Among the lines of the material, copy those that hold the string "Avenue".

*** Data for this task Section Begins ***

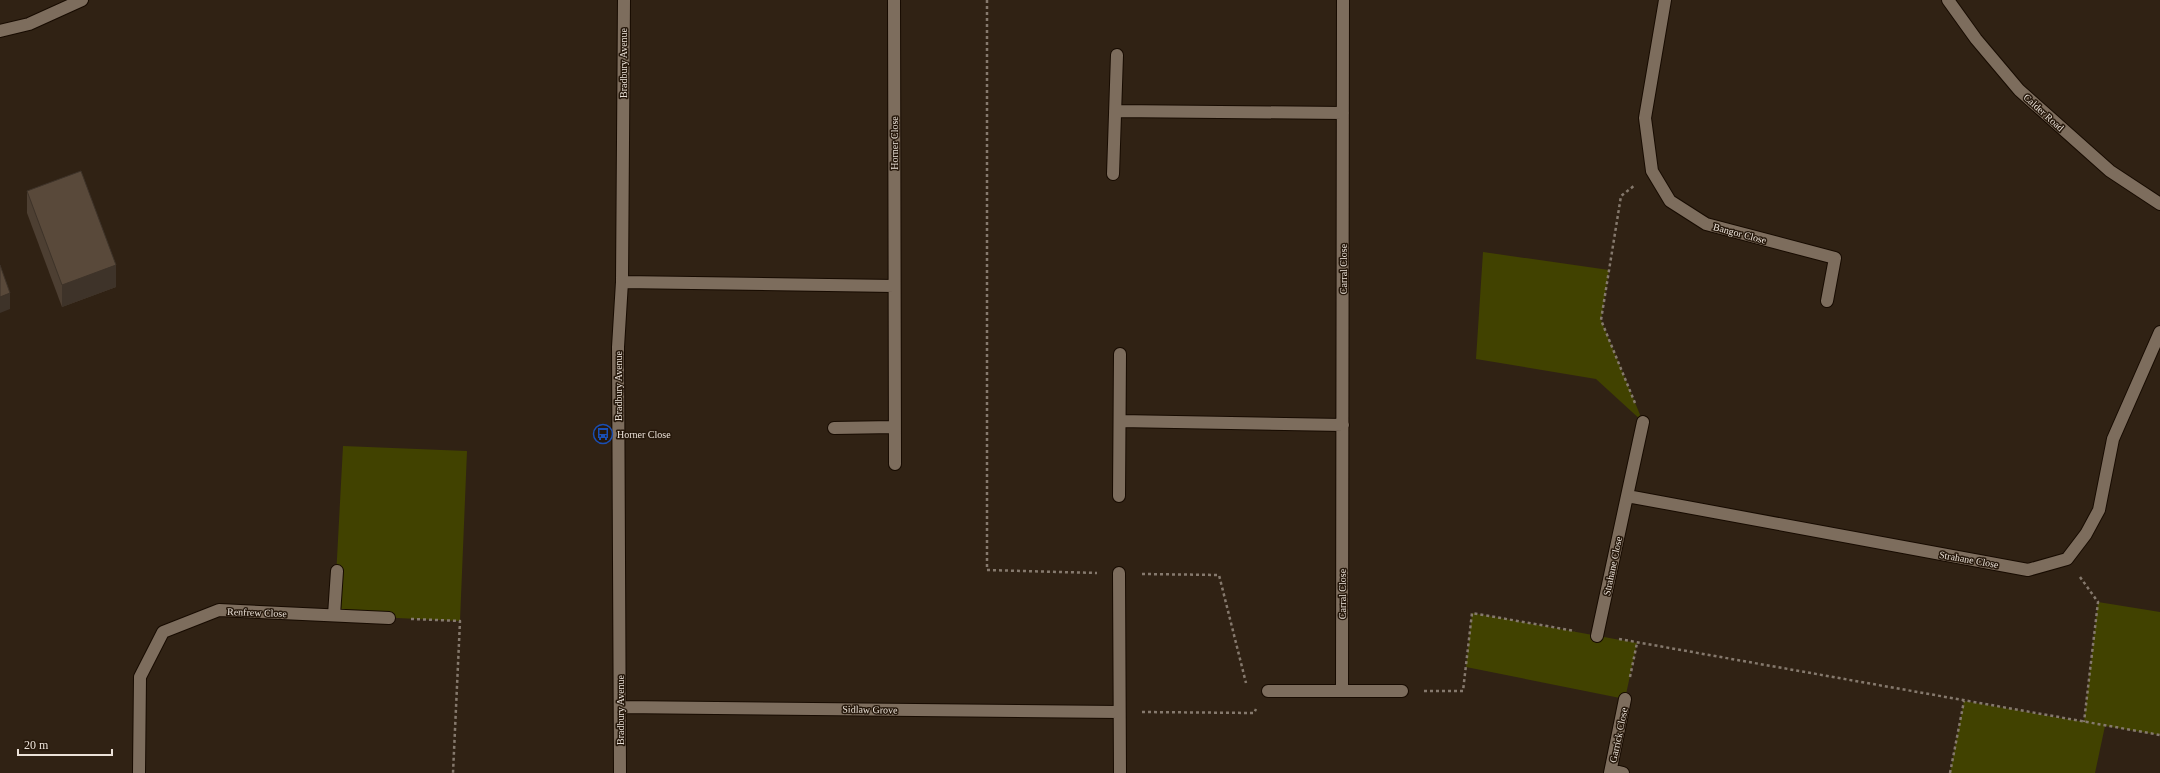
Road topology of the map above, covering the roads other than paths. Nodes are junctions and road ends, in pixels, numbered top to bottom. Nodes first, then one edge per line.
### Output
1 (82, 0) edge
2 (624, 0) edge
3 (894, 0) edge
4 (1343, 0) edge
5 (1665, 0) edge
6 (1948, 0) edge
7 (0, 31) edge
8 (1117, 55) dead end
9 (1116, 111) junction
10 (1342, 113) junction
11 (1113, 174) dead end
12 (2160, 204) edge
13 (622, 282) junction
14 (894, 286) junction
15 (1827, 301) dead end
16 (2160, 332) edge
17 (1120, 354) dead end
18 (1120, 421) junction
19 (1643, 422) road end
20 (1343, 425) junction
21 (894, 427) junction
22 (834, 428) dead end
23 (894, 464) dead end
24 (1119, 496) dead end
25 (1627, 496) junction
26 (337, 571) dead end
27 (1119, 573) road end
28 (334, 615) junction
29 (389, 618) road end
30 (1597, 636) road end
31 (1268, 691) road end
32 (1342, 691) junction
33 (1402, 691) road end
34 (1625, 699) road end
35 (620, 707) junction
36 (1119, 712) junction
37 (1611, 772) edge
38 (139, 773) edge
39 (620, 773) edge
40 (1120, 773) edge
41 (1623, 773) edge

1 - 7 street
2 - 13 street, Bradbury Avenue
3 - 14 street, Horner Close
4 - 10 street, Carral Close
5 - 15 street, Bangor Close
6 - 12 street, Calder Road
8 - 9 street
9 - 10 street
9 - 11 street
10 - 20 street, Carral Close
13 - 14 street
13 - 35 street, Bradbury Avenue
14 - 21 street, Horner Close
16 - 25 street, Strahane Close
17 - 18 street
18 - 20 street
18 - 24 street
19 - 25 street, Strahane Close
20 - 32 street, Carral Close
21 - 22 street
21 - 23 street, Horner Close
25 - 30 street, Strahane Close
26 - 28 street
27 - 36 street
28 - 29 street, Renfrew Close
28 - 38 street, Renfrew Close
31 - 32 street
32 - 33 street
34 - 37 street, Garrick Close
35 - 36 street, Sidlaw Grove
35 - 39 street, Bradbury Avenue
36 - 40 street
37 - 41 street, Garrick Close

*** Data for this task Section Ends ***

[Written answer]:
2 - 13 street, Bradbury Avenue
13 - 35 street, Bradbury Avenue
35 - 39 street, Bradbury Avenue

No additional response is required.